A bright fireball was spotted by residents and caught on a police dashboard camera. | Alexander Andrews (Upsplash.com)
A bright fireball was spotted by residents and caught on a police dashboard camera. | Alexander Andrews (Upsplash.com)
The skies have been active in the Granite State this month, with several meteor showers occurring, and a Pelham police officer’s dashboard camera recently caught a bright fireball streaking across the early-morning sky.
WMUR9 reported that on Oct. 6 at 12:45 a.m., a bright light believed to be a meteor, was spotted by several New Hampshire residents.
The American Meteor Society received 20 reports from each New England state. According to WMUR9, reports show that the fireball is thought to have been first seen above Taunton, Massachusetts, and traveled south off the coast of Rhode Island.
The spectacle was not only caught on film by the police dashcam but was also filmed by a resident of Holbrook, Massachusetts, on a surveillance camera.

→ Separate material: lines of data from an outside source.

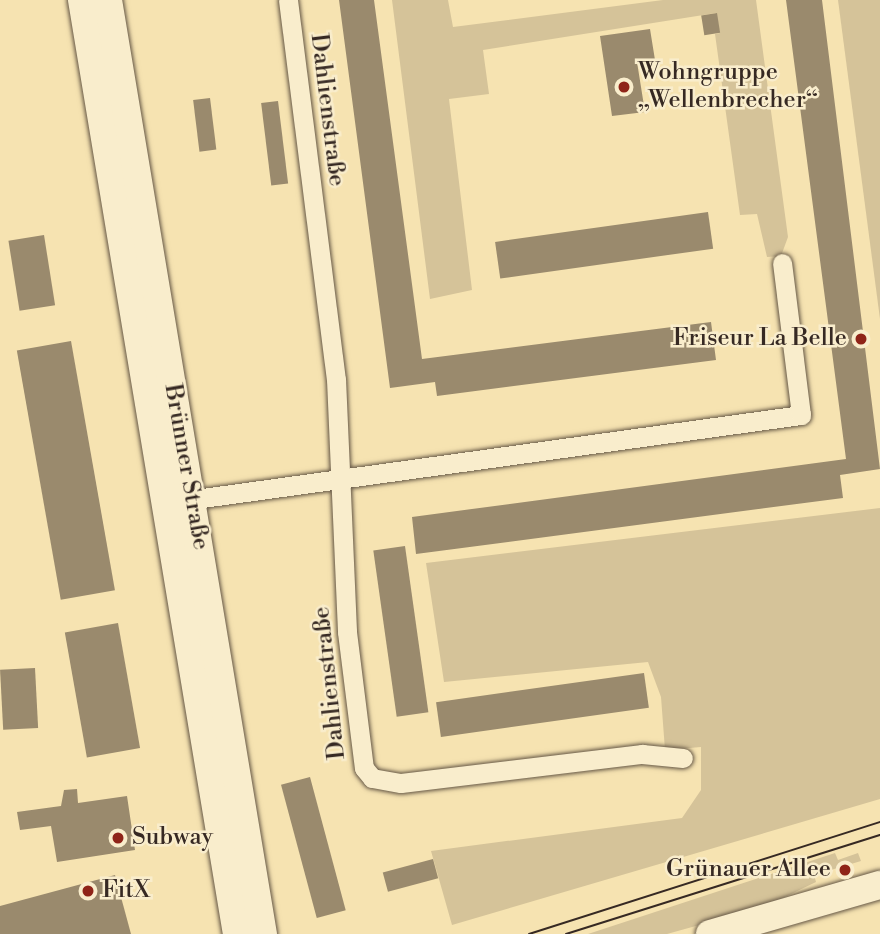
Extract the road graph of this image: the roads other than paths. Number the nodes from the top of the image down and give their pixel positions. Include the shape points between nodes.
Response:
1 (82, 0) edge
2 (108, 0) edge
3 (288, 0) edge
4 (782, 263) dead end
5 (342, 476) junction
6 (179, 502) junction
7 (683, 758) dead end
8 (880, 885) edge
9 (237, 934) edge
10 (263, 934) edge
11 (710, 934) edge

1 - 6 main road, Brünner Straße
2 - 6 main road, Brünner Straße
3 - 5 street, Dahlienstraße via 336,379
4 - 5 street via 801,415
5 - 6 street
5 - 7 street, Dahlienstraße via 347,632 360,754 372,778 401,783 642,754
6 - 9 main road, Brünner Straße
6 - 10 main road, Brünner Straße
8 - 11 main road

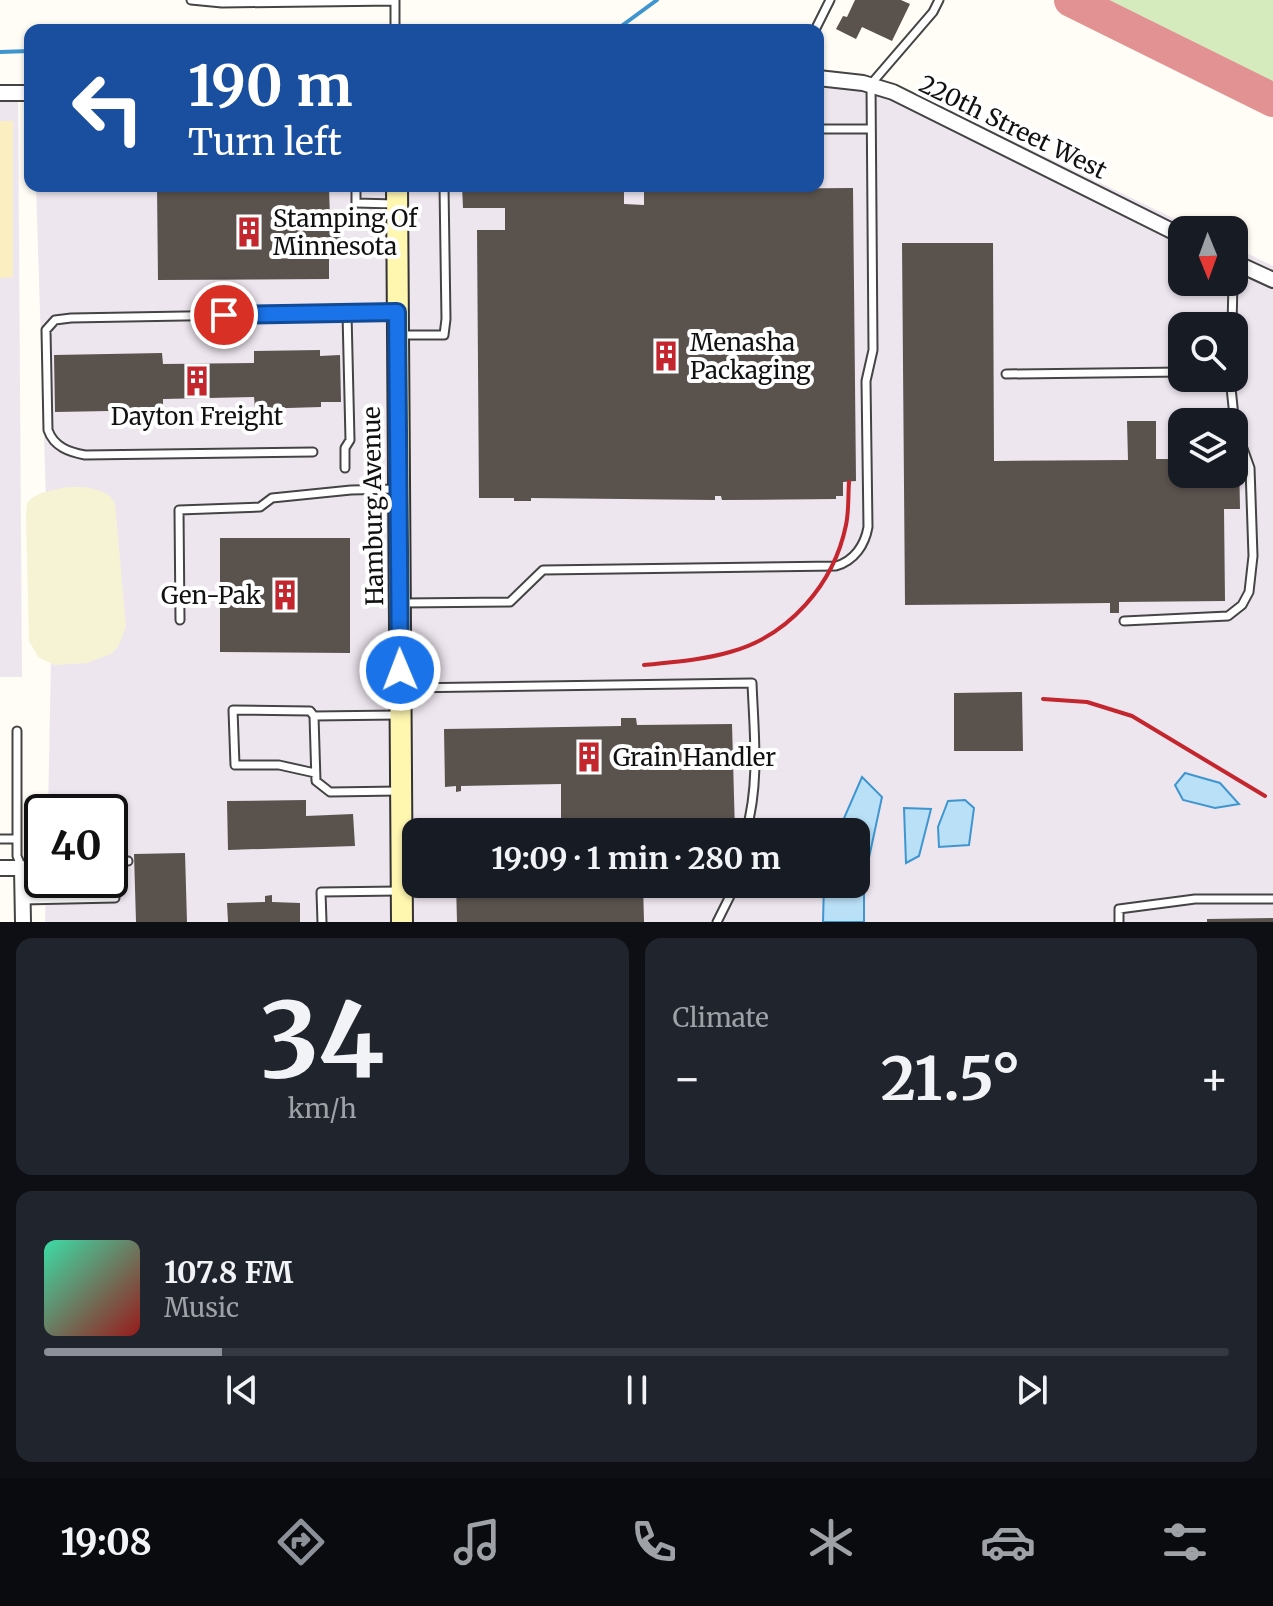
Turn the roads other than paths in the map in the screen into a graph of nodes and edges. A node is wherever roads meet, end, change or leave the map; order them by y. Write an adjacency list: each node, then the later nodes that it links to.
1 (191, 0): 2 (lane)
2 (395, 0): 5 (lane)
3 (830, 0): 6 (lane)
4 (939, 0): 8 (lane)
5 (395, 24)
6 (818, 24)
7 (824, 79): 8 (street, 220th Street West)
8 (871, 84): 12 (lane); 16 (street, 220th Street West)
9 (0, 93): 10 (street)
10 (24, 93)
11 (824, 129): 12 (lane)
12 (871, 129): 28 (lane)
13 (356, 192): 15 (lane)
14 (444, 192): 21 (lane)
15 (397, 195): 19 (street, Hamburg Avenue)
16 (1168, 229)
17 (1248, 268): 18 (street)
18 (1273, 280)
19 (397, 312): 20 (lane); 21 (street, Hamburg Avenue)
20 (347, 313): 25 (lane); 26 (lane)
21 (397, 335): 27 (street, Hamburg Avenue)
22 (1168, 372): 23 (lane)
23 (1006, 374)
24 (1231, 392): 30 (lane)
25 (313, 452)
26 (345, 468)
27 (398, 489): 28 (street, Hamburg Avenue); 29 (lane)
28 (400, 603): 31 (street, Hamburg Avenue)
29 (180, 620)
30 (1124, 621)
31 (400, 688): 32 (street, Hamburg Avenue); 37 (lane)
32 (400, 715): 33 (lane); 36 (street, Hamburg Avenue)
33 (314, 716): 35 (lane); 35 (lane)
34 (17, 731): 39 (lane)
35 (315, 773): 36 (lane)
36 (401, 791): 42 (street, Hamburg Avenue)
37 (749, 818)
38 (0, 839): 39 (lane)
39 (17, 839): 41 (lane)
40 (0, 868): 41 (street)
41 (22, 868): 47 (street)
42 (402, 890): 49 (lane)
43 (115, 898): 47 (lane)
44 (402, 898): 50 (street, Hamburg Avenue)
45 (729, 898): 51 (lane)
46 (1273, 899): 52 (lane)
47 (23, 900): 48 (street)
48 (23, 922)
49 (322, 922)
50 (402, 922)
51 (717, 922)
52 (1119, 922)

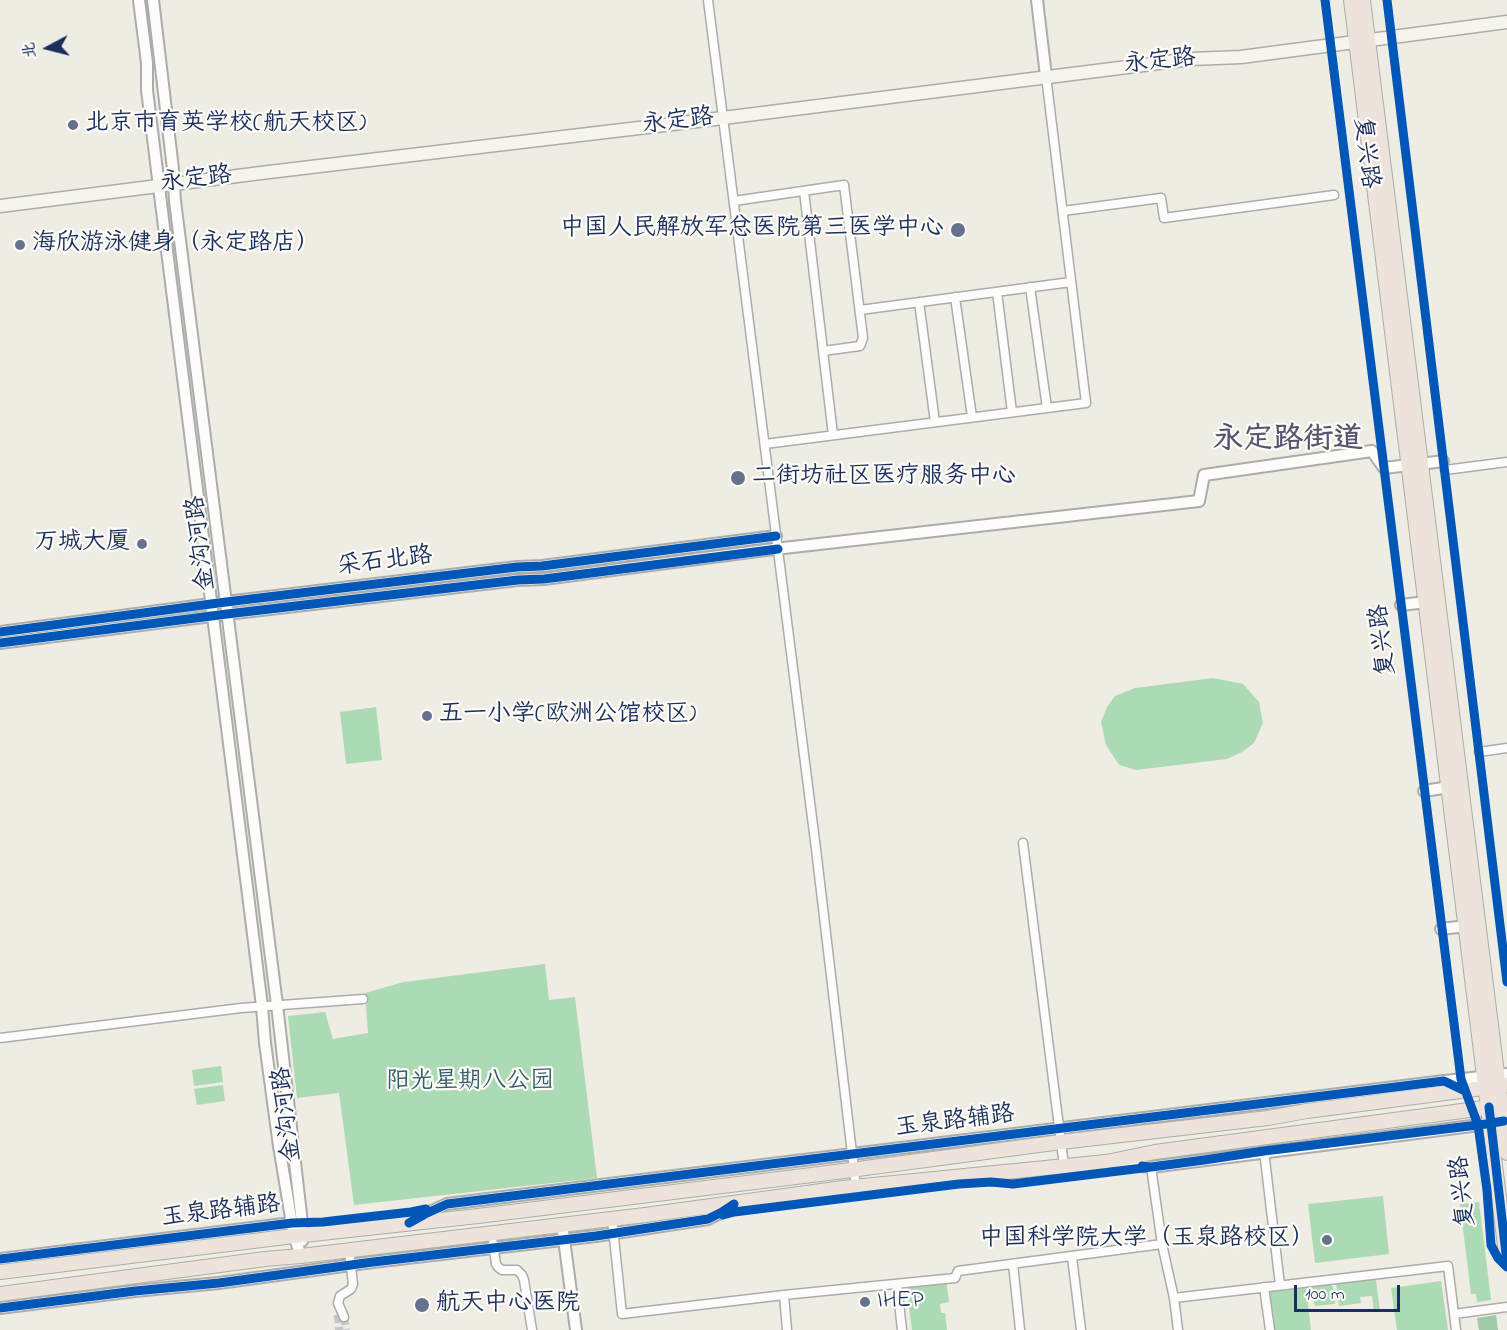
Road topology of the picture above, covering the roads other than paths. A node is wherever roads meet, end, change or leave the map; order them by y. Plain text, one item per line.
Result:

Fireballs have been known to shine brighter than Venus and often coincide with meteor showers. The Draconid meteor shower peaked just two days after the meteor fireball was viewed.
New England may have had another meteor enter the atmosphere in recent days as well. On Oct. 10, residents in New Hampshire, Massachusetts and Maine reported a loud noise and the ground shaking at 11:30 a.m. While the cause is still unclear, several meteorologists have said they believe it was caused by a sonic boom from a meteor exploding into the atmosphere. There were reports of the sound from more than 40 communities.
“The Earth is always passing through this sort of dust of sporadic meteoroids,” Ryan Volz, research scientist a the Massachusetts Institute of Technology, told WMUR9. “And mostly, they’re very small, dust-sized particles, and they’re creating meteor events that no one notices, except scientists who try and look for them. But sometimes you get these bigger meteoroids, and they create something that everybody notices.”